*TASK ITEM:* Without including any images, repeat the data exactly.

*RECORD EXCERPTS:*
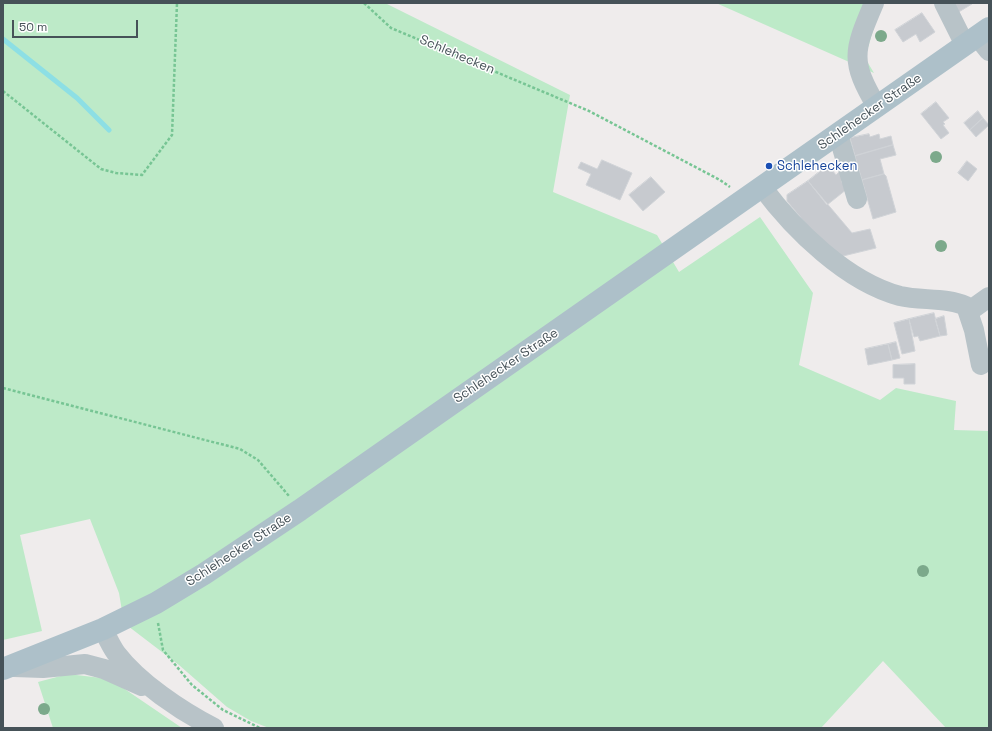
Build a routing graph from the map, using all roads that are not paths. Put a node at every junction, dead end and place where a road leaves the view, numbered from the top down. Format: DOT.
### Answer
graph roads {
  1 [pos="874,3"];
  2 [pos="944,3"];
  3 [pos="980,40"];
  4 [pos="877,107"];
  5 [pos="838,134"];
  6 [pos="754,193"];
  7 [pos="857,200"];
  8 [pos="989,297"];
  9 [pos="968,312"];
  10 [pos="981,365"];
  11 [pos="103,629"];
  12 [pos="8,668"];
  13 [pos="159,693"];
  14 [pos="214,728"];
  1 -- 4 [label="street"];
  2 -- 3 [label="street"];
  3 -- 4 [label="main road, Schlehecker Straße"];
  4 -- 5 [label="main road, Schlehecker Straße"];
  5 -- 6 [label="main road, Schlehecker Straße"];
  5 -- 7 [label="street"];
  6 -- 9 [label="street"];
  6 -- 11 [label="main road, Schlehecker Straße"];
  8 -- 9 [label="street"];
  9 -- 10 [label="street"];
  11 -- 12 [label="main road, Schlehecker Straße"];
  11 -- 13 [label="street"];
  12 -- 13 [label="street"];
  13 -- 14 [label="street"];
}
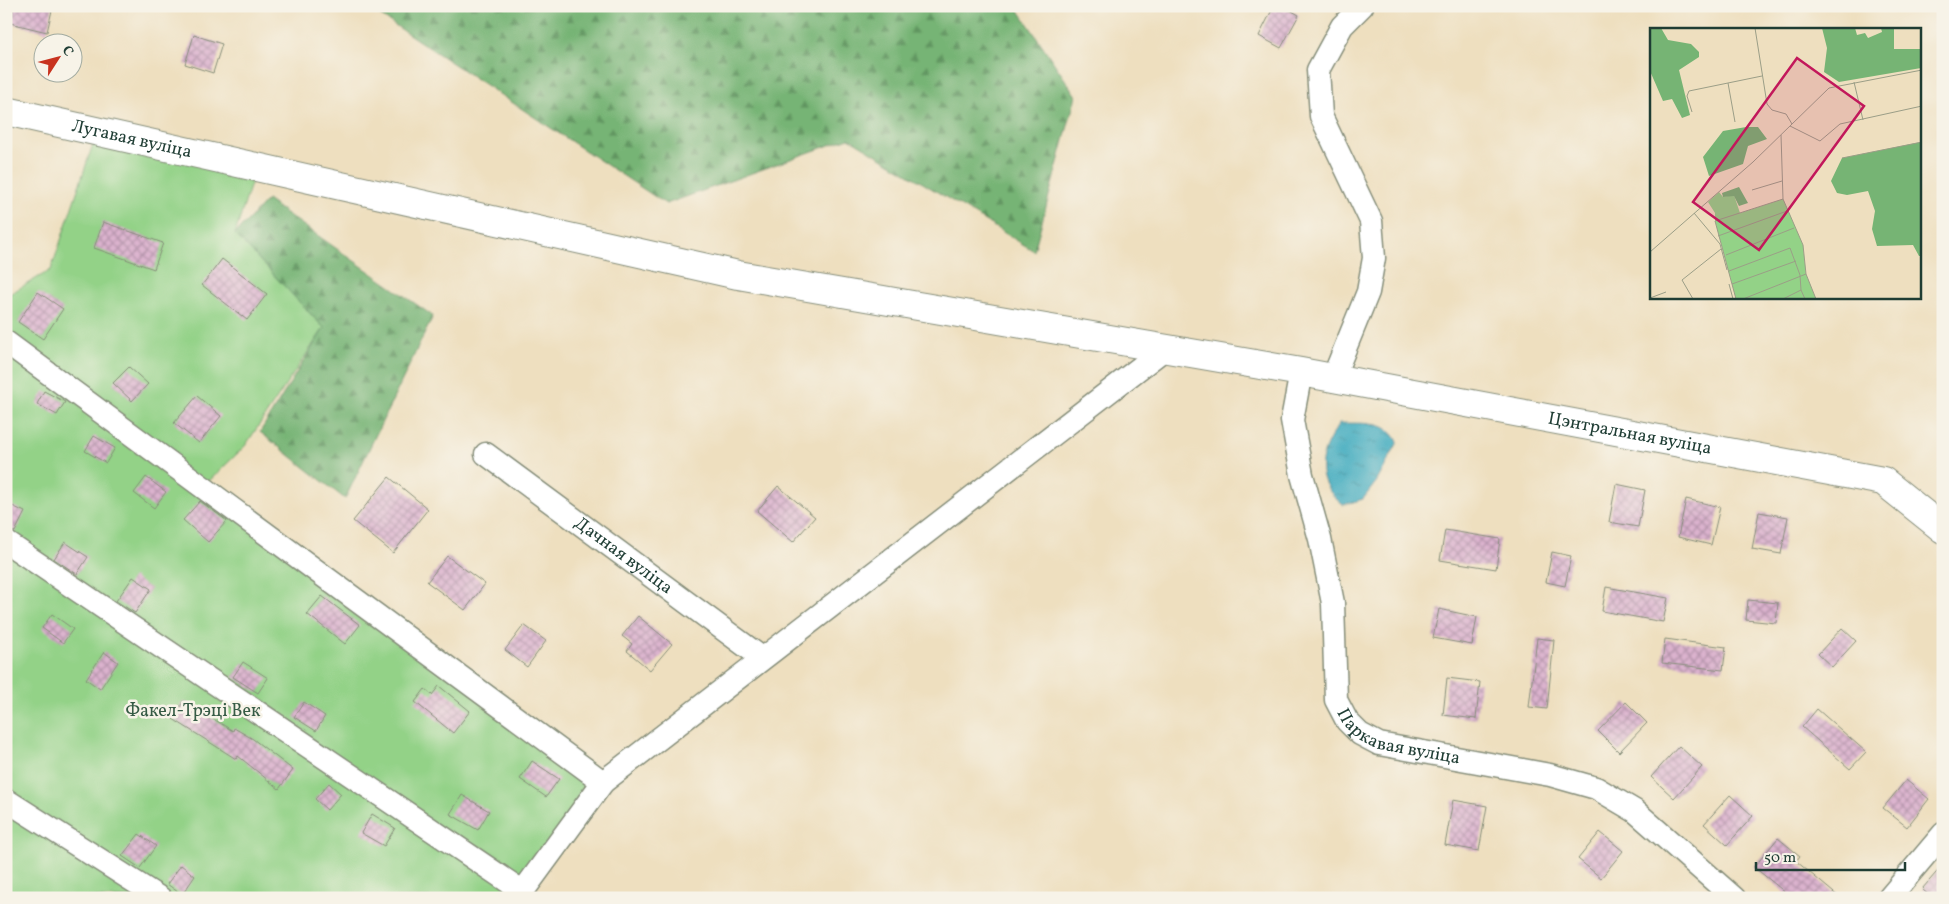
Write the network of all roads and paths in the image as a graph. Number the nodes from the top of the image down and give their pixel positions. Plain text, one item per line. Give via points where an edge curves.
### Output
1 (1362, 6) edge
2 (6, 111) edge
3 (6, 342) edge
4 (1163, 350) junction
5 (1301, 372) junction
6 (1333, 378) junction
7 (486, 454) dead end
8 (1943, 529) edge
9 (6, 542) edge
10 (762, 658) junction
11 (603, 782) junction
12 (6, 800) edge
13 (1943, 834) edge
14 (520, 894) edge
15 (160, 898) edge
16 (1734, 898) edge
17 (1889, 898) edge

1 - 6 street via 1342,26 1318,70 1320,116 1371,221 1374,258 1368,292
2 - 4 street, Лугавая вуліца via 738,275
3 - 11 street
4 - 5 street, Цэнтральная вуліца
4 - 10 street
5 - 6 street, Цэнтральная вуліца
5 - 16 street, Паркавая вуліца via 1292,420 1333,603 1336,700 1347,721 1360,734 1379,744 1550,775 1596,788 1635,811
6 - 8 street, Цэнтральная вуліца via 1883,480
7 - 10 street, Дачная вуліца
9 - 14 street
10 - 11 street
11 - 14 street
12 - 15 street
13 - 17 street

*OUTPUT FOR THIS TASK:*
Build a routing graph from the map, using all roads that are not paths. Put a node at every junction, dead end and place where a road leaves the view, numbered from the top down. Format: DOT.
### Answer
graph roads {
  1 [pos="874,3"];
  2 [pos="944,3"];
  3 [pos="980,40"];
  4 [pos="877,107"];
  5 [pos="838,134"];
  6 [pos="754,193"];
  7 [pos="857,200"];
  8 [pos="989,297"];
  9 [pos="968,312"];
  10 [pos="981,365"];
  11 [pos="103,629"];
  12 [pos="8,668"];
  13 [pos="159,693"];
  14 [pos="214,728"];
  1 -- 4 [label="street"];
  2 -- 3 [label="street"];
  3 -- 4 [label="main road, Schlehecker Straße"];
  4 -- 5 [label="main road, Schlehecker Straße"];
  5 -- 6 [label="main road, Schlehecker Straße"];
  5 -- 7 [label="street"];
  6 -- 9 [label="street"];
  6 -- 11 [label="main road, Schlehecker Straße"];
  8 -- 9 [label="street"];
  9 -- 10 [label="street"];
  11 -- 12 [label="main road, Schlehecker Straße"];
  11 -- 13 [label="street"];
  12 -- 13 [label="street"];
  13 -- 14 [label="street"];
}
Write the network of all roads and paths in the image as a graph. Number the nodes from the top of the image down and give their pixel positions. Plain text, one item per line. Give via points where an edge curves.
### Output
1 (1362, 6) edge
2 (6, 111) edge
3 (6, 342) edge
4 (1163, 350) junction
5 (1301, 372) junction
6 (1333, 378) junction
7 (486, 454) dead end
8 (1943, 529) edge
9 (6, 542) edge
10 (762, 658) junction
11 (603, 782) junction
12 (6, 800) edge
13 (1943, 834) edge
14 (520, 894) edge
15 (160, 898) edge
16 (1734, 898) edge
17 (1889, 898) edge

1 - 6 street via 1342,26 1318,70 1320,116 1371,221 1374,258 1368,292
2 - 4 street, Лугавая вуліца via 738,275
3 - 11 street
4 - 5 street, Цэнтральная вуліца
4 - 10 street
5 - 6 street, Цэнтральная вуліца
5 - 16 street, Паркавая вуліца via 1292,420 1333,603 1336,700 1347,721 1360,734 1379,744 1550,775 1596,788 1635,811
6 - 8 street, Цэнтральная вуліца via 1883,480
7 - 10 street, Дачная вуліца
9 - 14 street
10 - 11 street
11 - 14 street
12 - 15 street
13 - 17 street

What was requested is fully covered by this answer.